Prime Minister Scott Morrison is confident none of his coalition colleagues will get in the way of changes to ensure no school can exclude LGBT students.
A controversial review of religious freedoms has recommended allowing religious schools to discriminate against students on the basis of their sexuality.
But Mr Morrison revealed on Saturday the coalition would reject the advice, opting instead to strengthen discrimination laws to make sure no school can discriminate against LGBT young people.
The prime minister said he does not forsee any problems with the position in his own party room.
It was reached after discussions with his cabinet.
"I have only had strong messages of support from my colleagues," he told reporters in Adelaide on Sunday.
Religious schools have not been excluding LGBT students despite Labor introducing the current arrangements in 2013, he stressed.
But he said the prospect has been causing "unnecessary anxiety", which the coalition will aim to fix in the coming fortnight.
"I hope we can do that without a whole bunch of posturing and hoopla, that we just actually get on with it. No one goes into point scoring. We just get it done," he said.

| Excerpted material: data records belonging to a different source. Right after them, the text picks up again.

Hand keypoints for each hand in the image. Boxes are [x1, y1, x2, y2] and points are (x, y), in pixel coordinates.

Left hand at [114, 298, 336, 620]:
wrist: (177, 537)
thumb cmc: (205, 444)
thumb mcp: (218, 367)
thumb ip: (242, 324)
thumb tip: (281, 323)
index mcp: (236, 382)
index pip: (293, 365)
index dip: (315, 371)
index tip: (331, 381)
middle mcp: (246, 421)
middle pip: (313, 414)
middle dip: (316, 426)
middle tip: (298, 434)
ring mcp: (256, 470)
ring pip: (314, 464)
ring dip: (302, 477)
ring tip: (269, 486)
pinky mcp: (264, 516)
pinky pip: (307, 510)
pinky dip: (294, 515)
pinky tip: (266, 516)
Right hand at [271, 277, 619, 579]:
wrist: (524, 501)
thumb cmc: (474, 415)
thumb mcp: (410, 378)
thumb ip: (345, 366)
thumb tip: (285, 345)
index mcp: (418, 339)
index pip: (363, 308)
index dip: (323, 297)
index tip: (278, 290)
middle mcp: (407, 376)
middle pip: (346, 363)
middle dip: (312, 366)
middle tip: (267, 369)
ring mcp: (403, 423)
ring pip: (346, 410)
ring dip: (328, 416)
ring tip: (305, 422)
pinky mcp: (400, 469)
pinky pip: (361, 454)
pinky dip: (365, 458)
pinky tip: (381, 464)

The Greens are pushing for an amendment to the coalition's proposed law that would also protect LGBT teachers from being excluded.
Labor leader Bill Shorten says it's right to have a discussion on that issue.
"It's probably time to have a conversation about what other exemptions to discrimination we provide against teachers in our school system. So let's have that conversation," he told reporters in Melbourne on Sunday.
But the opposition is calling for the government to release the full review into religious freedoms, led by former Liberal minister Philip Ruddock.
So far only the report's recommendations are public, having been leaked to the media this week.
The report had first been handed to Prime Minister Malcolm Turnbull in May.
"The first thing we need to do is find out what is in the review, what have the experts said? I'm sure the experts don't mind telling us," Mr Shorten said.